There are certain chemicals and toxic substances (and even radiation) that can be very harmful to the developing fetus.

Make sure you are well-protected and unexposed to these harmful chemicals.

What Tests and Screenings Should I Expect During My Pre-Pregnancy Check-up?

  1. General preconception tests and screenings

During your pre-pregnancy checkup, your doctor may perform a number of specific preconception tests and screenings such as:

  • Pap smear
  • Blood tests
  • Blood pressure reading
  • Physical exams for pelvic, breast, and abdomen and other internal organs
  • Urinalysis to screen for urinary tract infection (UTI) and other kidney problems
  • Screening for sexually transmitted diseases (STDs)
  • Fertility Tests (especially for women over 35 years old)
  1. Specific screenings for serious gynecological conditions

With these tests, if your doctor develops suspicion of pre-existing gynecological conditions that may cause serious problems that may cause infertility or difficulty in conceiving, further screenings may be required.

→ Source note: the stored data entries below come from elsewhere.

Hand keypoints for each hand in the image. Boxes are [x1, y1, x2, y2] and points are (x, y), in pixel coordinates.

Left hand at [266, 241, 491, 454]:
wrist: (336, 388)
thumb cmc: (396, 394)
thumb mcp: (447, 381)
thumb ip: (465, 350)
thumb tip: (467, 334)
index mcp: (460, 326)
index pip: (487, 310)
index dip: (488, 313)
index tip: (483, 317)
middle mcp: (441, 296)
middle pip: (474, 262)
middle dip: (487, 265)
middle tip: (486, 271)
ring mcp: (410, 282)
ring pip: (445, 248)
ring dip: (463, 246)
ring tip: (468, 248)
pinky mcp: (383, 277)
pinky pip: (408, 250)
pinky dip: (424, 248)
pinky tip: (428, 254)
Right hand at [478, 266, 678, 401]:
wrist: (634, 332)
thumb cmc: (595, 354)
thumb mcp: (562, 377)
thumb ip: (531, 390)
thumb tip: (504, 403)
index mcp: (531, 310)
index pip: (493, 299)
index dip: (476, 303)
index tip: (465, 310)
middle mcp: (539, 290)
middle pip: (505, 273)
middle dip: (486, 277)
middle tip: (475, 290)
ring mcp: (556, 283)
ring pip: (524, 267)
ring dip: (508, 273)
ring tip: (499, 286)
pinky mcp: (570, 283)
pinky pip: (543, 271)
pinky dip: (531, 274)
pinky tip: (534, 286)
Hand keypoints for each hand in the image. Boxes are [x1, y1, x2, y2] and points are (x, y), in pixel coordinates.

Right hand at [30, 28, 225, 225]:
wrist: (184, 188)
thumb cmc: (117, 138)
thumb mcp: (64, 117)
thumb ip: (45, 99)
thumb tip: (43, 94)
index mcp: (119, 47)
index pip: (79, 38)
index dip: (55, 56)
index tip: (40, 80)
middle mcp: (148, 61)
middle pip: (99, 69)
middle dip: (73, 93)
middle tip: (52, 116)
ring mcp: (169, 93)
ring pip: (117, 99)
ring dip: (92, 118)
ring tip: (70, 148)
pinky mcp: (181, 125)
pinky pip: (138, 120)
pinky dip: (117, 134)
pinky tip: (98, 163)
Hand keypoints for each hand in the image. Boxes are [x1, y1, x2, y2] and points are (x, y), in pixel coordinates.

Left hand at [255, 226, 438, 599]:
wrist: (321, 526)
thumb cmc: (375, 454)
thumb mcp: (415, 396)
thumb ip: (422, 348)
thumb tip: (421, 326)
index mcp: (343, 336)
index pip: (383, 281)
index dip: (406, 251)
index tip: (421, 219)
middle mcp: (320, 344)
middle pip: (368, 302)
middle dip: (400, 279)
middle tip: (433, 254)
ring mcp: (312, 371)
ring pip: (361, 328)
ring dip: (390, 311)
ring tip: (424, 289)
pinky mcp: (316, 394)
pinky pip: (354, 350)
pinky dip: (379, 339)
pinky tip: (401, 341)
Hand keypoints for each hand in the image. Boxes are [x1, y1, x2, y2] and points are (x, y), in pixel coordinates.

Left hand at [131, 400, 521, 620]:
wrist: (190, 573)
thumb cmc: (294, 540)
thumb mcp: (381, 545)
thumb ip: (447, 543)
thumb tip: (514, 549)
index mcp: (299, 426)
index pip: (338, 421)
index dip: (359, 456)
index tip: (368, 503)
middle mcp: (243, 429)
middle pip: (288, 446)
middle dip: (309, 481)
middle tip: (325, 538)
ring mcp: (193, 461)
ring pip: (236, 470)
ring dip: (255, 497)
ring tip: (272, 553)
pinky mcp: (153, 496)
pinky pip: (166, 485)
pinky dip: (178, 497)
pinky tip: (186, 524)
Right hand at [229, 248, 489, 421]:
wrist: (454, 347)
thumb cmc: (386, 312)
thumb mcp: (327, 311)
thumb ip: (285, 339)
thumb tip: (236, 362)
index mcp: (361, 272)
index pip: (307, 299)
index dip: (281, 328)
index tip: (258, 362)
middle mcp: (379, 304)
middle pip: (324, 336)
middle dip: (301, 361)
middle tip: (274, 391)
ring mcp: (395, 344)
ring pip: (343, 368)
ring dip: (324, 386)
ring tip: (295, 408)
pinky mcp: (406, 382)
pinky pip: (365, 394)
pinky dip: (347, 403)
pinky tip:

These serious gynecological conditions may include:

  • uterine fibroids
  • polycystic ovarian syndrome (PCOS)
  • ovarian cysts or benign tumours
  • pelvic inflammatory disease (PID)
  1. Mental Health Assessment

Determining your overall health is the primary objective of pre-pregnancy check-up and that also includes your mental and emotional capacity to bear a child.

During the check-up, your doctor may require additional screenings for mental health issues such as depression, anxiety, eating and mood disorders for a more holistic assessment.

  1. Genetic screening

Your ob-gyn may recommend that you consult with a  genetic counsellor and undergo carrier screening for inherited genetic disorders. This is one of the most important things you can do to ensure a healthy baby.

Through genetic screening and counselling, you and your partner can predict and understand the probabilities of having a child with a birth defect.

  1. Trip to the dentist

Gum diseases are usually associated with pregnancy complications and also tend to worsen as pregnancy progresses.

This is why, if you have gum disease or teeth problems that need to be treated, your ob-gyn will most likely recommend that you seek dental care before conception to help reduce the risk of complications.

What additional pointers should I consider  before committing to a pre-pregnancy check-up?

Your Doctor’s Role.
There are many things you can’t control during your pregnancy, and sometimes, things don’t go as planned. To ensure that you and your baby stay as healthy as possible, choose a reliable doctor that you can completely trust.

Your Partner’s Role.
Pregnancy is a major decision and requires a lot of care. That is why, emotional support and encouragement from your partner can be very helpful in maintaining a healthy pregnancy.